* **Try it**
Reproduce the top of the data verbatim, through and including the line that contains "Input: one rendered".

* **Entries provided**
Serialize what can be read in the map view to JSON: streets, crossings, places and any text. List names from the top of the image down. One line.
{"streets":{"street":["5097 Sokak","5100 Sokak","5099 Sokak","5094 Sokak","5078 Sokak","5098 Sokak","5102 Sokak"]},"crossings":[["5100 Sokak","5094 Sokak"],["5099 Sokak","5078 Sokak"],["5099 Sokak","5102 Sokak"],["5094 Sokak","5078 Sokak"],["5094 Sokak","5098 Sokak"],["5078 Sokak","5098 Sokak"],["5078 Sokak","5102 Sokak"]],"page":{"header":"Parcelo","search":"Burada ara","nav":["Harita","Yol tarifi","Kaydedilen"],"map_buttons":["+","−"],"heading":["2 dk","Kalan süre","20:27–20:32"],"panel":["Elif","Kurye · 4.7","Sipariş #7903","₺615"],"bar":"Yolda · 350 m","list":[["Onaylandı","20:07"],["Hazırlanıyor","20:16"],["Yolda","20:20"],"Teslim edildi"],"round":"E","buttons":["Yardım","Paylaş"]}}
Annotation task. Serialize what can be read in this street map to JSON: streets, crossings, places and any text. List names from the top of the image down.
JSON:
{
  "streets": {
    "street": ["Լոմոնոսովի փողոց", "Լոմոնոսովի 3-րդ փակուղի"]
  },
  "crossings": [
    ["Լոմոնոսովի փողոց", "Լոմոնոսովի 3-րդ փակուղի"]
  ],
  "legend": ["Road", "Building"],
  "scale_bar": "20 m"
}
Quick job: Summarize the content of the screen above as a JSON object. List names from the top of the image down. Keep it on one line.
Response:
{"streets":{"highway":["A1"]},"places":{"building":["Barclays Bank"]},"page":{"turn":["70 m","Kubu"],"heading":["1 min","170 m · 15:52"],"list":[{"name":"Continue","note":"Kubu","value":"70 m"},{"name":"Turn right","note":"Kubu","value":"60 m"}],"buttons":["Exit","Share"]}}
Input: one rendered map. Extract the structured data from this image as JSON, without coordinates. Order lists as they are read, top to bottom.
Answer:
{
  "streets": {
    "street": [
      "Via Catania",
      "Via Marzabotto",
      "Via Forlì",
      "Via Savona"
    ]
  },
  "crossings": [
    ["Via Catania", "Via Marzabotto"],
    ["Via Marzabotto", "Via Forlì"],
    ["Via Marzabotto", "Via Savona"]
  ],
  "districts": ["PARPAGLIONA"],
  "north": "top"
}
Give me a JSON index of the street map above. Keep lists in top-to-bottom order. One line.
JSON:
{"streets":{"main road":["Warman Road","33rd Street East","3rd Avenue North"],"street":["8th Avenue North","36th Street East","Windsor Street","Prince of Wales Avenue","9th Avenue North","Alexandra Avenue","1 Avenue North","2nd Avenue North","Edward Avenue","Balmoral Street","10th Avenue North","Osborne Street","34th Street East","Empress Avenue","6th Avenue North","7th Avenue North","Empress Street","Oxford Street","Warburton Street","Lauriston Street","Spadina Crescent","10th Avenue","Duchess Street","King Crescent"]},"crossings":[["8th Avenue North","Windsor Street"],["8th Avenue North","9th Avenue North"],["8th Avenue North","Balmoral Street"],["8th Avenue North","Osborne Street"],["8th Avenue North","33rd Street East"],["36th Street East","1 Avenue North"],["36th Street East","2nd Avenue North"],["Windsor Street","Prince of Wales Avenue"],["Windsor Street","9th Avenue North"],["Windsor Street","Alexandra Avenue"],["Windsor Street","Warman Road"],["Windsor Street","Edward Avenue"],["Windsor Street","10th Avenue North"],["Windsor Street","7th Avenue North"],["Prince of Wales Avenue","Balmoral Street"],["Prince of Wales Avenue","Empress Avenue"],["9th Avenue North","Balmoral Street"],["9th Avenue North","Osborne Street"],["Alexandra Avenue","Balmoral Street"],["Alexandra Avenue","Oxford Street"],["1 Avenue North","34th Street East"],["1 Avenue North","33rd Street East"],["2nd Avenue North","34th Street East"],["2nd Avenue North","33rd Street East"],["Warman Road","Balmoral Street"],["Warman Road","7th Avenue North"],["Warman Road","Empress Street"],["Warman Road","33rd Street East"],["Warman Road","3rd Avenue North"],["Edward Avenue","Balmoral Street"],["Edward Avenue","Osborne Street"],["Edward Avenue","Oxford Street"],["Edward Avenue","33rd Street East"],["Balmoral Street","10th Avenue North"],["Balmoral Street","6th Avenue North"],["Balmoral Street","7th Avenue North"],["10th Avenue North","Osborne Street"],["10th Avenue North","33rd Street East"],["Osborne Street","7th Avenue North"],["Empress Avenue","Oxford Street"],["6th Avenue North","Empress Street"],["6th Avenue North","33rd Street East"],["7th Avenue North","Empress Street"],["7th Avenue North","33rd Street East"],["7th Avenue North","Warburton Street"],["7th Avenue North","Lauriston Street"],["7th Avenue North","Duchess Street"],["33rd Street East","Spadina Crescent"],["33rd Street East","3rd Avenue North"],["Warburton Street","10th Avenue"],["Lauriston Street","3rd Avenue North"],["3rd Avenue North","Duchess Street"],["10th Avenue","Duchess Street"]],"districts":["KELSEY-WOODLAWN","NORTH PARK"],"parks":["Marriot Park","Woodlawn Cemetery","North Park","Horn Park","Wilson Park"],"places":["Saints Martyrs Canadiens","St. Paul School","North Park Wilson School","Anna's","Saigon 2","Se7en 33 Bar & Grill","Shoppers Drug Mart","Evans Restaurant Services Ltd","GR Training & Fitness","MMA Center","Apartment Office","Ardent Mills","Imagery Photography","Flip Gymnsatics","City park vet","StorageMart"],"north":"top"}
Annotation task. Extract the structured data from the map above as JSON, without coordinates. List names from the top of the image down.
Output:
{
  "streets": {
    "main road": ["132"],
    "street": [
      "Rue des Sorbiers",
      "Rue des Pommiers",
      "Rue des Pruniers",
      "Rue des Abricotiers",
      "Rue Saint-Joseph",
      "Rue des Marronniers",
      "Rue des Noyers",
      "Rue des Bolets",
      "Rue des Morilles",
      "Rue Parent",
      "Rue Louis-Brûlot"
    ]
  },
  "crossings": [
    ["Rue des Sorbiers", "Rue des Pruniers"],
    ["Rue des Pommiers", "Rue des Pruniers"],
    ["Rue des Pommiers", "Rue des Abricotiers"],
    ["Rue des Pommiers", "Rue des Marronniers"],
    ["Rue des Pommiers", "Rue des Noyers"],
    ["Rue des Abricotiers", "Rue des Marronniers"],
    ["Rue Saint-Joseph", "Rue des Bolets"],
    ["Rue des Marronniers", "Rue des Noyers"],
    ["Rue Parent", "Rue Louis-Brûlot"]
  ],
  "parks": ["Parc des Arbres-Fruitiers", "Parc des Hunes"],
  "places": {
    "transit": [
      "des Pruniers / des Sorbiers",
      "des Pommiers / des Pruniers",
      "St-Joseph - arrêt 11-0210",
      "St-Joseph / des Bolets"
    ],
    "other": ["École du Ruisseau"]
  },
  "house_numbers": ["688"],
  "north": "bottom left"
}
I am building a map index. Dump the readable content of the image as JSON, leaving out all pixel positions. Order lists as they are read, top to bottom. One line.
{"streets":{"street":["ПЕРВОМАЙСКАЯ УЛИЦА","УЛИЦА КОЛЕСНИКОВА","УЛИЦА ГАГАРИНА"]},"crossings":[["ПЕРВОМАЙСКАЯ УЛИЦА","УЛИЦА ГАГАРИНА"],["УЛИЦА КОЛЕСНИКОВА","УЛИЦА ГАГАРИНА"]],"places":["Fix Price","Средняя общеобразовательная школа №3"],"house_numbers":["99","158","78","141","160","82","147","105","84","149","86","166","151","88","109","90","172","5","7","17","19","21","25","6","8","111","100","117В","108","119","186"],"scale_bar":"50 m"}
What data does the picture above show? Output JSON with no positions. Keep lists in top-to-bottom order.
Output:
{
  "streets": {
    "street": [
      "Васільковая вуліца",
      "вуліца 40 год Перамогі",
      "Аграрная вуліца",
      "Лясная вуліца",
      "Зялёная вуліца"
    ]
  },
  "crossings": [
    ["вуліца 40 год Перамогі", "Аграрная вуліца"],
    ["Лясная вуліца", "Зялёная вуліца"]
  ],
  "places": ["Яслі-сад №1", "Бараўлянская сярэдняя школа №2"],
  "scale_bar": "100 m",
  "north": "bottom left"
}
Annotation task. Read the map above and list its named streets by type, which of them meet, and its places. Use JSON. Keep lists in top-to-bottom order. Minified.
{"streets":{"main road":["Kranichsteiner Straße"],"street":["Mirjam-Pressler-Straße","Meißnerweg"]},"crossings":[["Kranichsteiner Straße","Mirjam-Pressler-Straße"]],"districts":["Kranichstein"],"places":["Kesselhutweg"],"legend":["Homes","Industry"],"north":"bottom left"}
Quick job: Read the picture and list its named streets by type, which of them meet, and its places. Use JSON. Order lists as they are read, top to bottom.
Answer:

* **Answer below**
Serialize what can be read in the map view to JSON: streets, crossings, places and any text. List names from the top of the image down. One line.
{"streets":{"street":["5097 Sokak","5100 Sokak","5099 Sokak","5094 Sokak","5078 Sokak","5098 Sokak","5102 Sokak"]},"crossings":[["5100 Sokak","5094 Sokak"],["5099 Sokak","5078 Sokak"],["5099 Sokak","5102 Sokak"],["5094 Sokak","5078 Sokak"],["5094 Sokak","5098 Sokak"],["5078 Sokak","5098 Sokak"],["5078 Sokak","5102 Sokak"]],"page":{"header":"Parcelo","search":"Burada ara","nav":["Harita","Yol tarifi","Kaydedilen"],"map_buttons":["+","−"],"heading":["2 dk","Kalan süre","20:27–20:32"],"panel":["Elif","Kurye · 4.7","Sipariş #7903","₺615"],"bar":"Yolda · 350 m","list":[["Onaylandı","20:07"],["Hazırlanıyor","20:16"],["Yolda","20:20"],"Teslim edildi"],"round":"E","buttons":["Yardım","Paylaş"]}}
Annotation task. Serialize what can be read in this street map to JSON: streets, crossings, places and any text. List names from the top of the image down.
JSON:
{
  "streets": {
    "street": ["Լոմոնոսովի փողոց", "Լոմոնոսովի 3-րդ փակուղի"]
  },
  "crossings": [
    ["Լոմոնոսովի փողոց", "Լոմոնոսովի 3-րդ փակուղի"]
  ],
  "legend": ["Road", "Building"],
  "scale_bar": "20 m"
}
Quick job: Summarize the content of the screen above as a JSON object. List names from the top of the image down. Keep it on one line.
Response:
{"streets":{"highway":["A1"]},"places":{"building":["Barclays Bank"]},"page":{"turn":["70 m","Kubu"],"heading":["1 min","170 m · 15:52"],"list":[{"name":"Continue","note":"Kubu","value":"70 m"},{"name":"Turn right","note":"Kubu","value":"60 m"}],"buttons":["Exit","Share"]}}
Input: one rendered map. Extract the structured data from this image as JSON, without coordinates. Order lists as they are read, top to bottom.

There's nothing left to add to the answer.